→ **Work task**: When counting, include every line of the data that holds "wrist", then state the total alone.

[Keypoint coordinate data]

::::

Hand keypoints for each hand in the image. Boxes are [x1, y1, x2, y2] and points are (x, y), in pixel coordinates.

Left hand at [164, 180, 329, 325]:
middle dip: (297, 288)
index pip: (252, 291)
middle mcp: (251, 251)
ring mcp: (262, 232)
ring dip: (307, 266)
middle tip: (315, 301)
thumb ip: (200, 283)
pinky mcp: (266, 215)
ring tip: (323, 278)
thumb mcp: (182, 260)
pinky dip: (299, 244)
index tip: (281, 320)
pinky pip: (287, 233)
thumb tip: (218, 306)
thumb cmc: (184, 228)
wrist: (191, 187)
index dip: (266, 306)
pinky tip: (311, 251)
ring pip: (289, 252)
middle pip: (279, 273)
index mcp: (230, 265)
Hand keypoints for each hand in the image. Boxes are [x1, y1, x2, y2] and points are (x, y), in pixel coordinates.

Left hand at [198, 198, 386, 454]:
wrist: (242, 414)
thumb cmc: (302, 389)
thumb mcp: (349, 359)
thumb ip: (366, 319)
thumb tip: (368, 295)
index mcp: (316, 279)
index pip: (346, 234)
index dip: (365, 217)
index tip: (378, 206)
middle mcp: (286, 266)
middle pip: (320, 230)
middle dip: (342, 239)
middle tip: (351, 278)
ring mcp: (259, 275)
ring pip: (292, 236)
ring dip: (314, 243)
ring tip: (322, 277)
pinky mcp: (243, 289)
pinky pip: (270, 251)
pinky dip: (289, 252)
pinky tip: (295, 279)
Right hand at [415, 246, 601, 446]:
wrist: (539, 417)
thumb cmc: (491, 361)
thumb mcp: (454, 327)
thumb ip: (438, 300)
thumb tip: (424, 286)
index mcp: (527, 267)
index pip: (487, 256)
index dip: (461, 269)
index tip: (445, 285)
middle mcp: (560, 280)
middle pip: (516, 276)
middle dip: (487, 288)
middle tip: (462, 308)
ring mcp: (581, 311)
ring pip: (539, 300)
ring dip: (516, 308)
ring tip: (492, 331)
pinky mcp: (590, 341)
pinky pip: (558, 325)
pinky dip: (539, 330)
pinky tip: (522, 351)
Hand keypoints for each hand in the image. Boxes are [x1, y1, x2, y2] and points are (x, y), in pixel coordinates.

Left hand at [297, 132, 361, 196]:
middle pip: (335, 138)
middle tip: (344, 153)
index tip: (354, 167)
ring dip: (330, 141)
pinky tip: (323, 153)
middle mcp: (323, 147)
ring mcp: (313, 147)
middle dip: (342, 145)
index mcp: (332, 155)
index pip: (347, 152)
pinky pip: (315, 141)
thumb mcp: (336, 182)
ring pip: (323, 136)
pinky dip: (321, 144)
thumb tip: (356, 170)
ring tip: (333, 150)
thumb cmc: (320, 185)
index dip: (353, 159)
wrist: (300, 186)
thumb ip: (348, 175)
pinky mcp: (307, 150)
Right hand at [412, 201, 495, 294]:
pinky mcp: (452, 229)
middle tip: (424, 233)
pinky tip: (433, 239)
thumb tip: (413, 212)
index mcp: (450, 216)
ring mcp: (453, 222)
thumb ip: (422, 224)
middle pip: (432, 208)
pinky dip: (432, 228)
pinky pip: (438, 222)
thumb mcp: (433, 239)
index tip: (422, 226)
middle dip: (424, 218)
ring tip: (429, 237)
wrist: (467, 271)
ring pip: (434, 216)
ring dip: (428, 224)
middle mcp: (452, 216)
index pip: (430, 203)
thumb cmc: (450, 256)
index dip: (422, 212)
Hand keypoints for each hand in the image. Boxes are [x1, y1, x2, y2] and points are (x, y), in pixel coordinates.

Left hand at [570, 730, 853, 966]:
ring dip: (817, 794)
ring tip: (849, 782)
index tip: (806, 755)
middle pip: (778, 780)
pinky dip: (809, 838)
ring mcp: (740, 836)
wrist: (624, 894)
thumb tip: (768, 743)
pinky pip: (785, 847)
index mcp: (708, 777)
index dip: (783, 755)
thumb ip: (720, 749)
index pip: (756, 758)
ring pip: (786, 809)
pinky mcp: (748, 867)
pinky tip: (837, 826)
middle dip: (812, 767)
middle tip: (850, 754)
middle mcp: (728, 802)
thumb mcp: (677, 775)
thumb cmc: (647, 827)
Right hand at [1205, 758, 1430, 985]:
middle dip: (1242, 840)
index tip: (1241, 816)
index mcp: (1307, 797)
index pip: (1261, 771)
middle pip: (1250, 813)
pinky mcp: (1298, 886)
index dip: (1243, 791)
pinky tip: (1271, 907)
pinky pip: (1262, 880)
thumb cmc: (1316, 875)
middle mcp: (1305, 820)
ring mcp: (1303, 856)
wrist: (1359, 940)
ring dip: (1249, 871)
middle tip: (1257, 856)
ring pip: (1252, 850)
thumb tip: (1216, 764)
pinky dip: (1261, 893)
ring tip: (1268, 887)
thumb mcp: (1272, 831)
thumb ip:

::::

→ **Reply**: 7